(Input data)

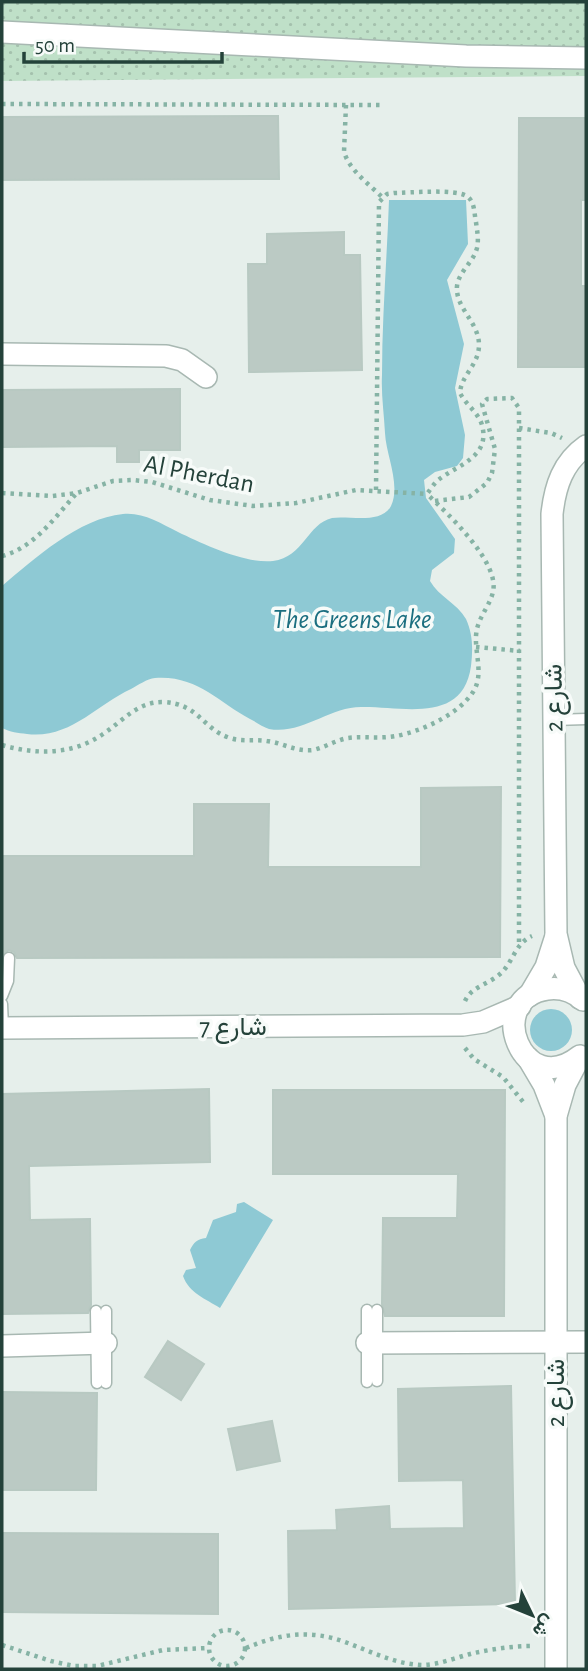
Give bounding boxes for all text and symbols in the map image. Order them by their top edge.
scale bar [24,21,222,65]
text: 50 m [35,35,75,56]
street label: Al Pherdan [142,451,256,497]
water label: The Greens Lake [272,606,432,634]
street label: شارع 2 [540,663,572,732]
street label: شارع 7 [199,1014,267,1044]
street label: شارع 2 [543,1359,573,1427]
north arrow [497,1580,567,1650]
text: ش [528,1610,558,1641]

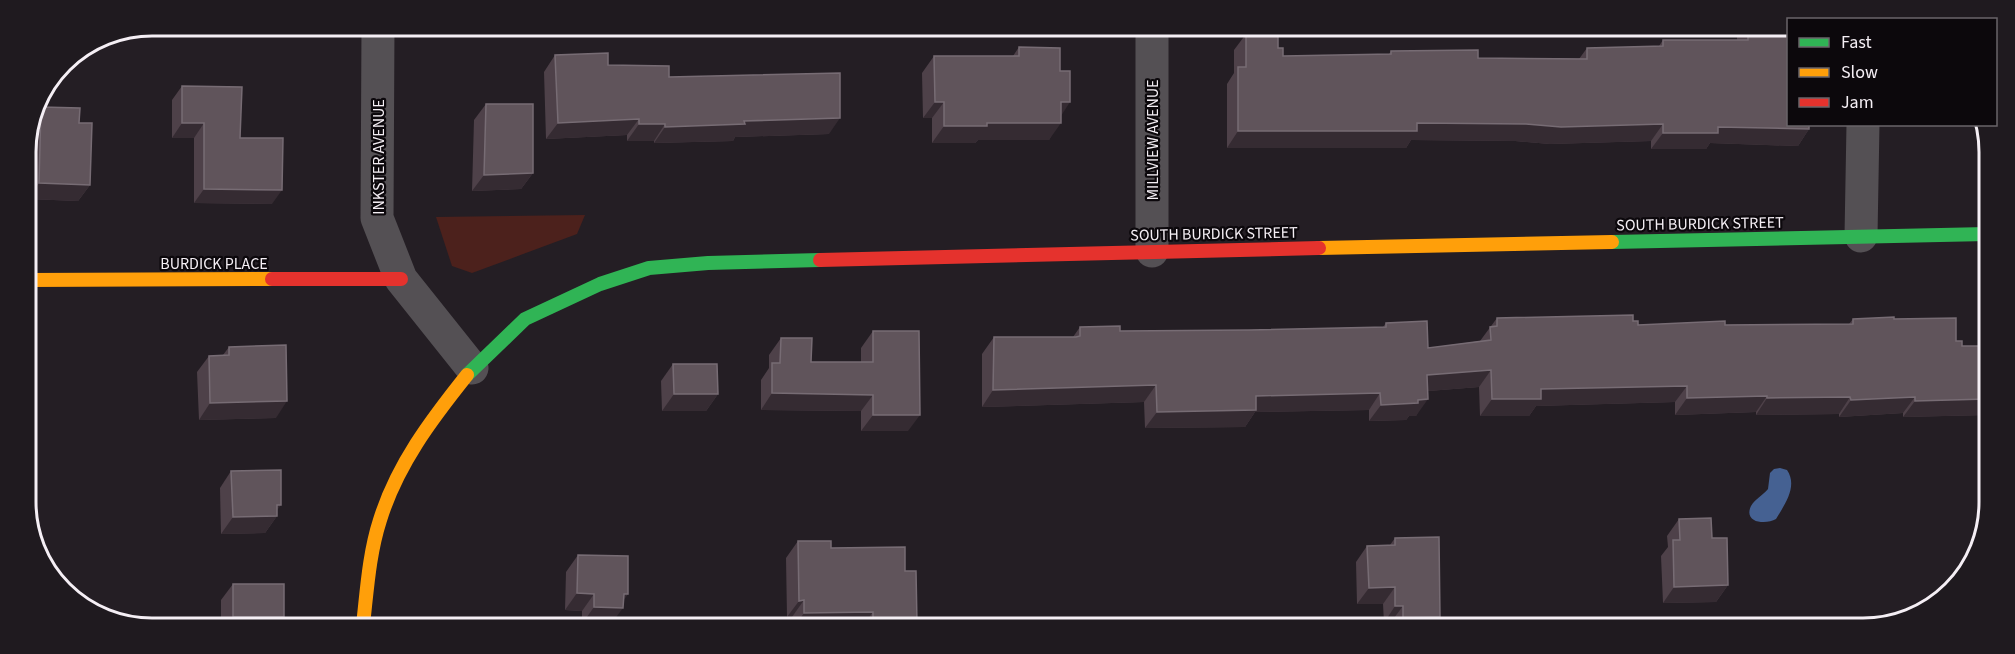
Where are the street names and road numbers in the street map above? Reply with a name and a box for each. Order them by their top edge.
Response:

(End Input data)
(Input data)

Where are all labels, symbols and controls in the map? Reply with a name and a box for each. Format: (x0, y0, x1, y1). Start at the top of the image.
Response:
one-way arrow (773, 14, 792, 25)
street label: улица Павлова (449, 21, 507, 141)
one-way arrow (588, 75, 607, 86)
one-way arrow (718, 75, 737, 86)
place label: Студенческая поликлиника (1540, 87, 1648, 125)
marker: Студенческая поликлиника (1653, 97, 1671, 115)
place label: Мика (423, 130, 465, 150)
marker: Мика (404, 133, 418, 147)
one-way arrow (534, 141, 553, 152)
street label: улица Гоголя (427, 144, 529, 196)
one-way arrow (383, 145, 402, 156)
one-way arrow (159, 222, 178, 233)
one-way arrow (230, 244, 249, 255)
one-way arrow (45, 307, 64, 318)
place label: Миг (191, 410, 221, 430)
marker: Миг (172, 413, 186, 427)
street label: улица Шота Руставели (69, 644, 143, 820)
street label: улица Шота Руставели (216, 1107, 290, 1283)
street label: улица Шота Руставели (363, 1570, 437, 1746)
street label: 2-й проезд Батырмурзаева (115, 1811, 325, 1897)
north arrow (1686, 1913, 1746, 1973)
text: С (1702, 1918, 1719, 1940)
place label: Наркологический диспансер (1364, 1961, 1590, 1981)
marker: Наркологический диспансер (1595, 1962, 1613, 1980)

(End Input data)
(Input data)

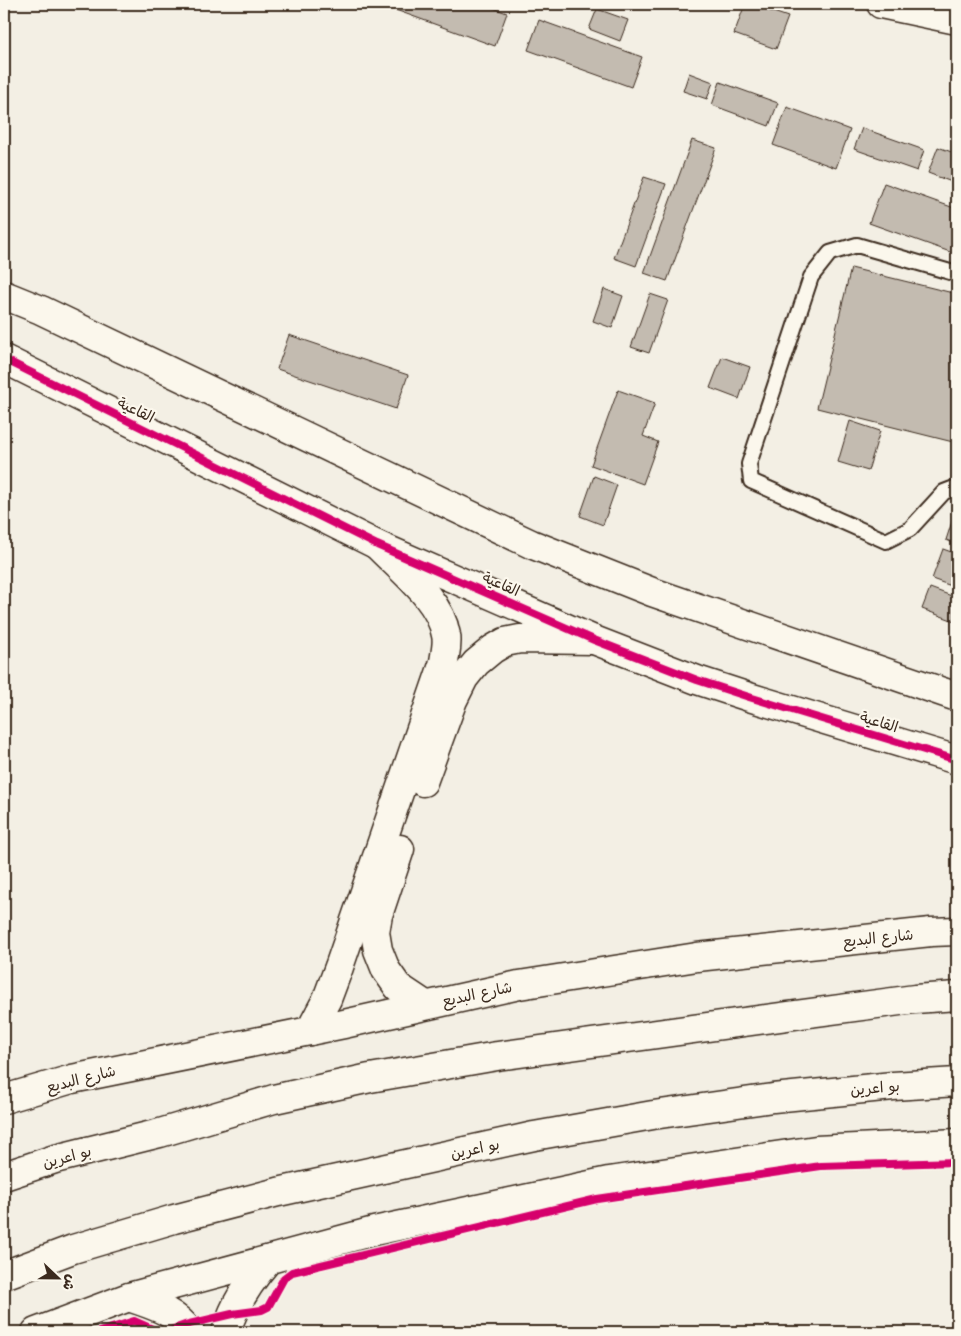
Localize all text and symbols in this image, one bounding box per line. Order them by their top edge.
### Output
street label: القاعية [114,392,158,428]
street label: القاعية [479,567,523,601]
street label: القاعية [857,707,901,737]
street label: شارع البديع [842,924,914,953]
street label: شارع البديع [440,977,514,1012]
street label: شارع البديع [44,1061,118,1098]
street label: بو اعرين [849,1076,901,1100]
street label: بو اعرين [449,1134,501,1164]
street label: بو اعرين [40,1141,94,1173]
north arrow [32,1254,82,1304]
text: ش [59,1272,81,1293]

(End Input data)

Task objective - Within the data above, pick out all lines holding the word "name".

Worked solution -
Where are the street names and road numbers in the street map above? Reply with a name and a box for each. Order them by their top edge.
Where are all labels, symbols and controls in the map? Reply with a name and a box for each. Format: (x0, y0, x1, y1). Start at the top of the image.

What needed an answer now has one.